For her mother, though, it was much worse. A Portuguese-born woman in her sixties, she was normally athletic — and “basically a vegan,” Sierra adds. But COVID-19 delivered a wallop.

“She experienced not even being able to walk. She couldn't move her body. It just took too much energy,” Sierra says.

It was a scary time. Just that spring, Sierra had lost a friend to complications related to COVID-19: Joel Revzen, an assistant conductor at the Metropolitan Opera. They had both been scheduled to perform at the Classical Tahoe Summer Gala in Nevada that summer.

That loss loomed in Sierra’s mind as she tried to care for her mother. And her nerves only increased when her father, a firefighter of Puerto Rican heritage, decided to join Sierra’s oldest sister in caring for their three sick family members.

He stayed by her mother’s side throughout her illness. That decision meant that he and Sierra’s oldest sister also had to strictly quarantine themselves, in case they too were carrying the virus.

“The two of them were just like little heroes in our family,” Sierra says. “They didn't hesitate.”

By August, Sierra, her mother, and her youngest sister had all recovered and tested negative for COVID-19. They practiced Tae-Bo and other at-home workouts as they recovered.

And just this month, confident she had a clean bill of health, Sierra returned to the stage to perform a televised concert with the Gibraltar Philharmonic Society. To travel again, Sierra had to agree to abide by a strict set of rules, and the philharmonic society arranged for her to get tested during her stay.

“I loved getting into Gibraltar. They told me that what I was doing was essential work. That's the term that they use. And I thought, ‘Wow, that's so nice as an artist to feel essential,’” she says.

It’s a marked contrast to how Sierra feels artists are sometimes treated in the United States. She says it can be a struggle for performers here to be understood as “people too who have bills to pay.”

Opera, she continues, “is a real job and not something that should be exploited or gotten for free as much as humanly possible.” Some of her work stateside, she says, “just doesn't feel as valued as it does there.”

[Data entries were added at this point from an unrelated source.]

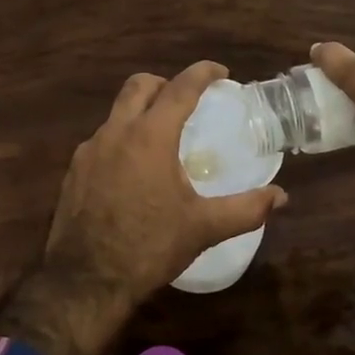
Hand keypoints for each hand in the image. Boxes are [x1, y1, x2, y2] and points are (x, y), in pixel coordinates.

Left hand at [0, 61, 286, 354]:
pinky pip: (102, 141)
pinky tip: (134, 172)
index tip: (221, 73)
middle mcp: (115, 133)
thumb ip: (246, 209)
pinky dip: (122, 140)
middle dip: (165, 84)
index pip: (180, 88)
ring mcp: (89, 151)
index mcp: (149, 137)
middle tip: (188, 101)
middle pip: (139, 86)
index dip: (202, 73)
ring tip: (163, 140)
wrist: (85, 281)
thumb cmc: (149, 247)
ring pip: (117, 113)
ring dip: (141, 113)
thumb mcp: (203, 228)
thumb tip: (280, 197)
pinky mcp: (73, 172)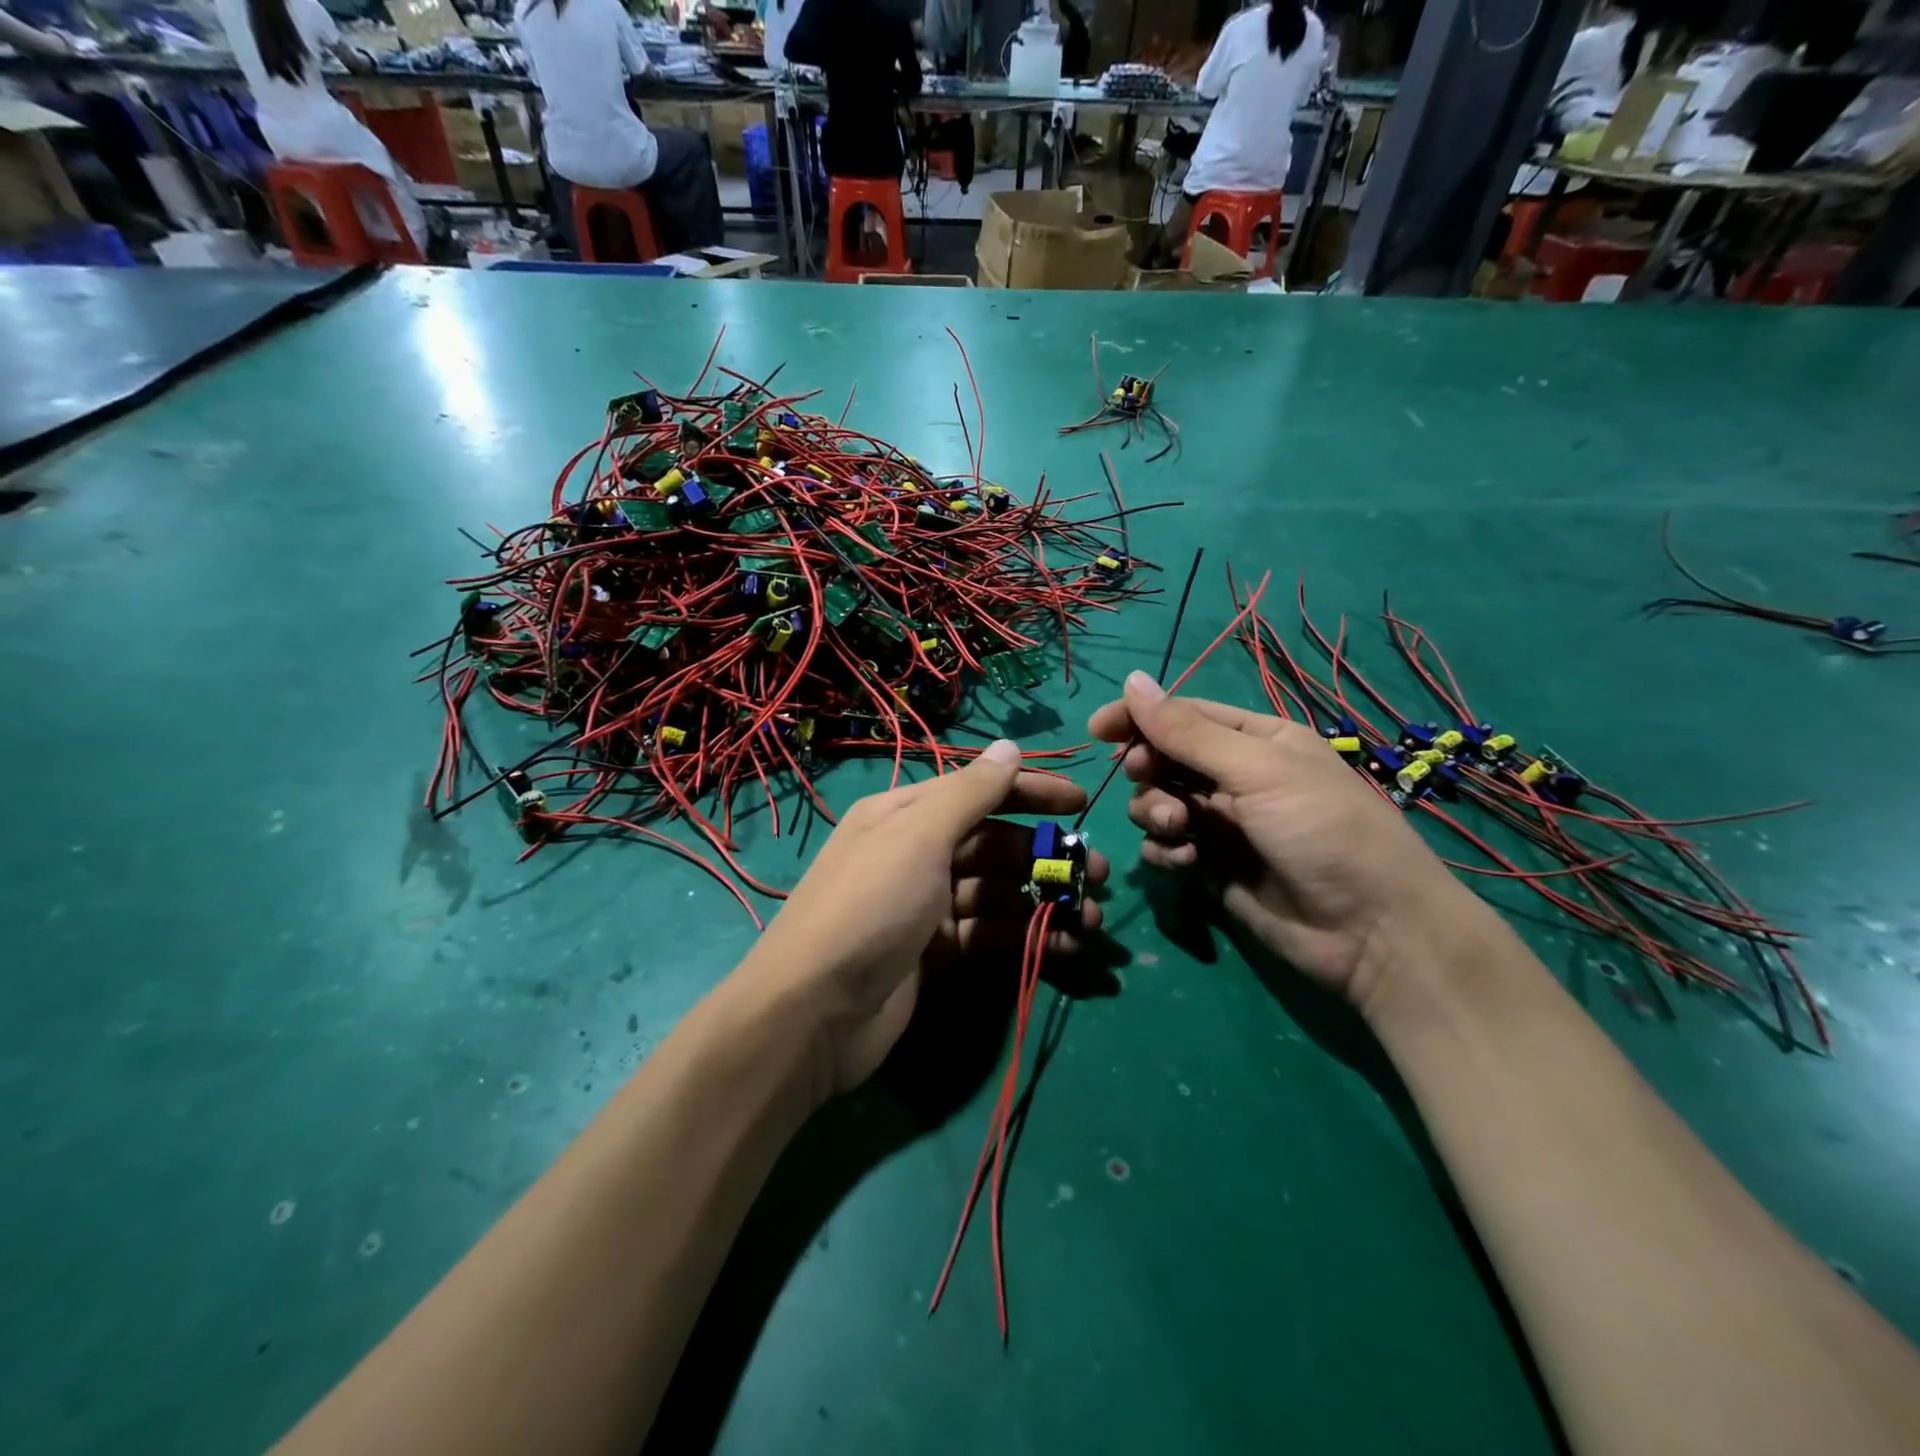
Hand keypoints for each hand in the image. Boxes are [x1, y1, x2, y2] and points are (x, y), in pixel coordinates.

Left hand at [742, 739, 1107, 1099]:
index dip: (1030, 792)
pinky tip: (1067, 947)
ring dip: (1046, 901)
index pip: (979, 792)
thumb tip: (1009, 747)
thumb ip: (970, 792)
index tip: (1081, 803)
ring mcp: (928, 908)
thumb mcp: (919, 836)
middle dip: (1047, 855)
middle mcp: (918, 855)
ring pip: (1000, 894)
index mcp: (906, 816)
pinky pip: (993, 936)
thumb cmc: (870, 906)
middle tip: (1100, 873)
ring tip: (1093, 917)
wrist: (813, 1012)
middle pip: (994, 845)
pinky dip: (1029, 938)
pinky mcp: (938, 956)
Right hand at [1089, 672, 1465, 1009]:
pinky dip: (1166, 851)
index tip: (1098, 729)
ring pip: (1158, 803)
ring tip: (1181, 830)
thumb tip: (1132, 680)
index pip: (1183, 715)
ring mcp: (1221, 825)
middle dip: (1150, 769)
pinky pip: (1166, 847)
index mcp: (1256, 741)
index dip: (1139, 717)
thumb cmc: (1323, 831)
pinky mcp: (1211, 868)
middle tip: (1147, 777)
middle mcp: (1235, 778)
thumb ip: (1188, 732)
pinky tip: (1187, 863)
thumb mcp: (1258, 771)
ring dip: (1156, 811)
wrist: (1371, 933)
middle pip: (1165, 758)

Some of her work stateside “just doesn't feel as valued as it does there.” The different funding models are part of the issue, in Sierra’s opinion. In Europe, the arts receive more government support, whereas in the United States, opera relies on private funding. And Sierra is terrified what that might mean for opera’s future in a post-pandemic America.

“I think it will survive. Yes, but not at all like it was before. It was already suffering before COVID, and now with this, it's like: I think it's going to be a smaller industry. I think it's going to be less fruitful in its ability to like sponsor new artists’ careers,” she says.

As she sits on the streets of New York, she sees people on the street suffering, she says. People kicked out of their apartments because they can’t pay rent. People for whom the pandemic and resulting financial crash have upended their lives.

Opera is going to be less active than before, Sierra predicts, “simply because it needs the money. It needs the support. And if you can’t get it from the government, you have to beg the people. And if the people can’t give it to you because so many jobs were lost?”

She trails off. Not for the first time in this conversation, her voice starts to tremble.

“I miss the togetherness. I miss just being able to be together in one room and sharing the exact same feeling of something that's so beloved with so many other people,” she says. “I would love to live that feeling again, and I really hope that it happens because there's nothing that can replace that feeling.”

Until more theaters reopen, Sierra — like many performers — has been teaching voice lessons online to aspiring opera singers. She’s found that her students are fully aware of the challenges opera faces. But they won’t back down. Their hope gives Sierra hope too.

If the coronavirus were to end opera forever, she says she would have no regrets. “It can maybe take away the theater as a community, it can take away the experience, but it can't take away the love for it and the community that's behind it.”

But with optimism for an end to the pandemic, Sierra looks forward to when she can step into a crowded theater again — and give a stranger a hug.